- [What you should do]: Please give the data again in full, precisely as it is written.
•••
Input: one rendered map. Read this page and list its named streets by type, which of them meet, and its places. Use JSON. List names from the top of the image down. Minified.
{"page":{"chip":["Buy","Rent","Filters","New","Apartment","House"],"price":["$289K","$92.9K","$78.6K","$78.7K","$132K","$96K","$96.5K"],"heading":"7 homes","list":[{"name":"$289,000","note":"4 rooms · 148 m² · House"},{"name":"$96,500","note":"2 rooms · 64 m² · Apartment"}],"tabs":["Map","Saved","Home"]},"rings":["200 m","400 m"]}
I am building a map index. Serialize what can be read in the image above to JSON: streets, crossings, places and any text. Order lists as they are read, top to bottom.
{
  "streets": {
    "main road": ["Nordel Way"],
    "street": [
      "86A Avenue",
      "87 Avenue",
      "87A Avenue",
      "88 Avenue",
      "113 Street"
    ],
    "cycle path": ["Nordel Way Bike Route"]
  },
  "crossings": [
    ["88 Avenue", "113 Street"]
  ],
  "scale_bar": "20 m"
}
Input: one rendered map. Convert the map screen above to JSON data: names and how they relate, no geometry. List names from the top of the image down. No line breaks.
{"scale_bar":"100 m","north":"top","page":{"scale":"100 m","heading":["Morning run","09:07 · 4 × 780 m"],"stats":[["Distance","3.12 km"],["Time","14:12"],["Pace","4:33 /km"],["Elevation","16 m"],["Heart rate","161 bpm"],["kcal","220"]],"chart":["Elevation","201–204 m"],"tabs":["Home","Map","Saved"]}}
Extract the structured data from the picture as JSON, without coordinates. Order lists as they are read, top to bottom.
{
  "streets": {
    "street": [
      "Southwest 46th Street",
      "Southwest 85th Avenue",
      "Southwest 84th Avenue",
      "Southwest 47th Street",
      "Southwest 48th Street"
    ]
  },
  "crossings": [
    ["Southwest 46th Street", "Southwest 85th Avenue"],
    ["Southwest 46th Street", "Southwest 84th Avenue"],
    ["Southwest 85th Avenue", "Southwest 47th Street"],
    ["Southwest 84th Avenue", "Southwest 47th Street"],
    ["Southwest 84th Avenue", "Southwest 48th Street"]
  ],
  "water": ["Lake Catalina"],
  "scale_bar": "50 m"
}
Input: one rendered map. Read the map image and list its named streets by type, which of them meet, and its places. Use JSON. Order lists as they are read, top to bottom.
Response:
•••
- [Answer to the problem]:
Input: one rendered map. Read this page and list its named streets by type, which of them meet, and its places. Use JSON. List names from the top of the image down. Minified.
{"page":{"chip":["Buy","Rent","Filters","New","Apartment","House"],"price":["$289K","$92.9K","$78.6K","$78.7K","$132K","$96K","$96.5K"],"heading":"7 homes","list":[{"name":"$289,000","note":"4 rooms · 148 m² · House"},{"name":"$96,500","note":"2 rooms · 64 m² · Apartment"}],"tabs":["Map","Saved","Home"]},"rings":["200 m","400 m"]}
I am building a map index. Serialize what can be read in the image above to JSON: streets, crossings, places and any text. Order lists as they are read, top to bottom.
{
  "streets": {
    "main road": ["Nordel Way"],
    "street": [
      "86A Avenue",
      "87 Avenue",
      "87A Avenue",
      "88 Avenue",
      "113 Street"
    ],
    "cycle path": ["Nordel Way Bike Route"]
  },
  "crossings": [
    ["88 Avenue", "113 Street"]
  ],
  "scale_bar": "20 m"
}
Input: one rendered map. Convert the map screen above to JSON data: names and how they relate, no geometry. List names from the top of the image down. No line breaks.
{"scale_bar":"100 m","north":"top","page":{"scale":"100 m","heading":["Morning run","09:07 · 4 × 780 m"],"stats":[["Distance","3.12 km"],["Time","14:12"],["Pace","4:33 /km"],["Elevation","16 m"],["Heart rate","161 bpm"],["kcal","220"]],"chart":["Elevation","201–204 m"],"tabs":["Home","Map","Saved"]}}
Extract the structured data from the picture as JSON, without coordinates. Order lists as they are read, top to bottom.
{
  "streets": {
    "street": [
      "Southwest 46th Street",
      "Southwest 85th Avenue",
      "Southwest 84th Avenue",
      "Southwest 47th Street",
      "Southwest 48th Street"
    ]
  },
  "crossings": [
    ["Southwest 46th Street", "Southwest 85th Avenue"],
    ["Southwest 46th Street", "Southwest 84th Avenue"],
    ["Southwest 85th Avenue", "Southwest 47th Street"],
    ["Southwest 84th Avenue", "Southwest 47th Street"],
    ["Southwest 84th Avenue", "Southwest 48th Street"]
  ],
  "water": ["Lake Catalina"],
  "scale_bar": "50 m"
}
Input: one rendered map. Read the map image and list its named streets by type, which of them meet, and its places. Use JSON. Order lists as they are read, top to bottom.
Response:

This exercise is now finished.